In my week of testing, Starlink was perfectly fine for anything that buffers […]
Services that require a sustained, real-time connection, like Slack, Zoom, or gaming, simply weren’t usable for me, even when I was seeing the fastest speeds. I had high hopes that I could spend several days working over Starlink, and after just a few lost Slack messages and Zoom calls where my video dropped to low resolution and then froze entirely, I gave up. Many Starlink beta testers similar report experiences — consistent dropouts of a few seconds, every few minutes. […]
Starlink is a truly remarkable feat of engineering, and the sheer force of will required to make it work as a simple consumer product shines through. It is, however, in everyone’s best interest to consider the trade-offs of having done all this work and putting all these satellites in orbit simply to get internet access . Astronomers and scientists are very mad about this. Starlink should talk to them more.

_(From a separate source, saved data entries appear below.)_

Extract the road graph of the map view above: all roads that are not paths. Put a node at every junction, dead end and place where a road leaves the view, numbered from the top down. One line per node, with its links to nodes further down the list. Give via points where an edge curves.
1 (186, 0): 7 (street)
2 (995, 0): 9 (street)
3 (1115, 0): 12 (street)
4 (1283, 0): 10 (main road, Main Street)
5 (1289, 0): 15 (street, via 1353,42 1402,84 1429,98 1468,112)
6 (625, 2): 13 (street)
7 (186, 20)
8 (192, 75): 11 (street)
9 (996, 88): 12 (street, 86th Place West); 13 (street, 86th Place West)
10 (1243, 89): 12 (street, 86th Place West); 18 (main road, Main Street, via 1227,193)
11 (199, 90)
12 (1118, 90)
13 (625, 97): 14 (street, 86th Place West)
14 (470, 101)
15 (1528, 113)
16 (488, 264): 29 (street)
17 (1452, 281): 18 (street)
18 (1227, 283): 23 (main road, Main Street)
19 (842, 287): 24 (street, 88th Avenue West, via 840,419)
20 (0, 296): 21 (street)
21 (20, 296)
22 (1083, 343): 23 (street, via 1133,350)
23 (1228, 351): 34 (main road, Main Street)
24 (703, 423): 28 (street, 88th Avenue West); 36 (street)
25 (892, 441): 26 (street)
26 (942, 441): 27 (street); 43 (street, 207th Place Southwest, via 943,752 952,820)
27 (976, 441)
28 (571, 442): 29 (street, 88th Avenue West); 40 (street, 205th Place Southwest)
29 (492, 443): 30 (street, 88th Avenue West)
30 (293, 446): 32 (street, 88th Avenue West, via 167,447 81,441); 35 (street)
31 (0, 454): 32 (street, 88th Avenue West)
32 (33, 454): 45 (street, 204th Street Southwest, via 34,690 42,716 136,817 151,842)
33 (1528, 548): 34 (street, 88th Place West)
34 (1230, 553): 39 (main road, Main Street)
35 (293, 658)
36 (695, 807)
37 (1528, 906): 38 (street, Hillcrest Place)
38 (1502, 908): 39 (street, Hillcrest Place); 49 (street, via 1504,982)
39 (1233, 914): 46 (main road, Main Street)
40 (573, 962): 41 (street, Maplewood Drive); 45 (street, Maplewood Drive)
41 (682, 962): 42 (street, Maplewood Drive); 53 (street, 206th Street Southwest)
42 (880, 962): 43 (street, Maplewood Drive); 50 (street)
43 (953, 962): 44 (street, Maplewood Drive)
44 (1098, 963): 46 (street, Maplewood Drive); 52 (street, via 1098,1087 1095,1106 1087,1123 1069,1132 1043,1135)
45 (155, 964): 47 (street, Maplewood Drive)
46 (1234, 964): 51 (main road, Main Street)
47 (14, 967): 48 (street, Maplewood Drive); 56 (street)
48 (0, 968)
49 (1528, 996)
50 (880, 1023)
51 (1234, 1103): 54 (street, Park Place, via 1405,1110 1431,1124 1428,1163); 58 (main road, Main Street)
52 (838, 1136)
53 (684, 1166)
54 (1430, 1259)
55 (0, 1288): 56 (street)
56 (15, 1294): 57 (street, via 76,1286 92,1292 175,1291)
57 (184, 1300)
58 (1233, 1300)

Second, all the people dreaming of Starlink upsetting cable monopolies and reinventing broadband need to seriously reset their expectations. At best , Starlink currently offers reasonably fast access with inconsistent connectivity, huge latency swings, and a significant uptick in time spent considering whether you can just get out the chainsaw and solve the tree problem yourself. […]
But even when it’s final, you’re still looking at a service whose near-term, best-case scenario is being competitive with a solid LTE connection. […]
Starlink isn’t the happy end result of a commitment to “facility-based competition.” […] It is what happens when there is an utter lack of competition .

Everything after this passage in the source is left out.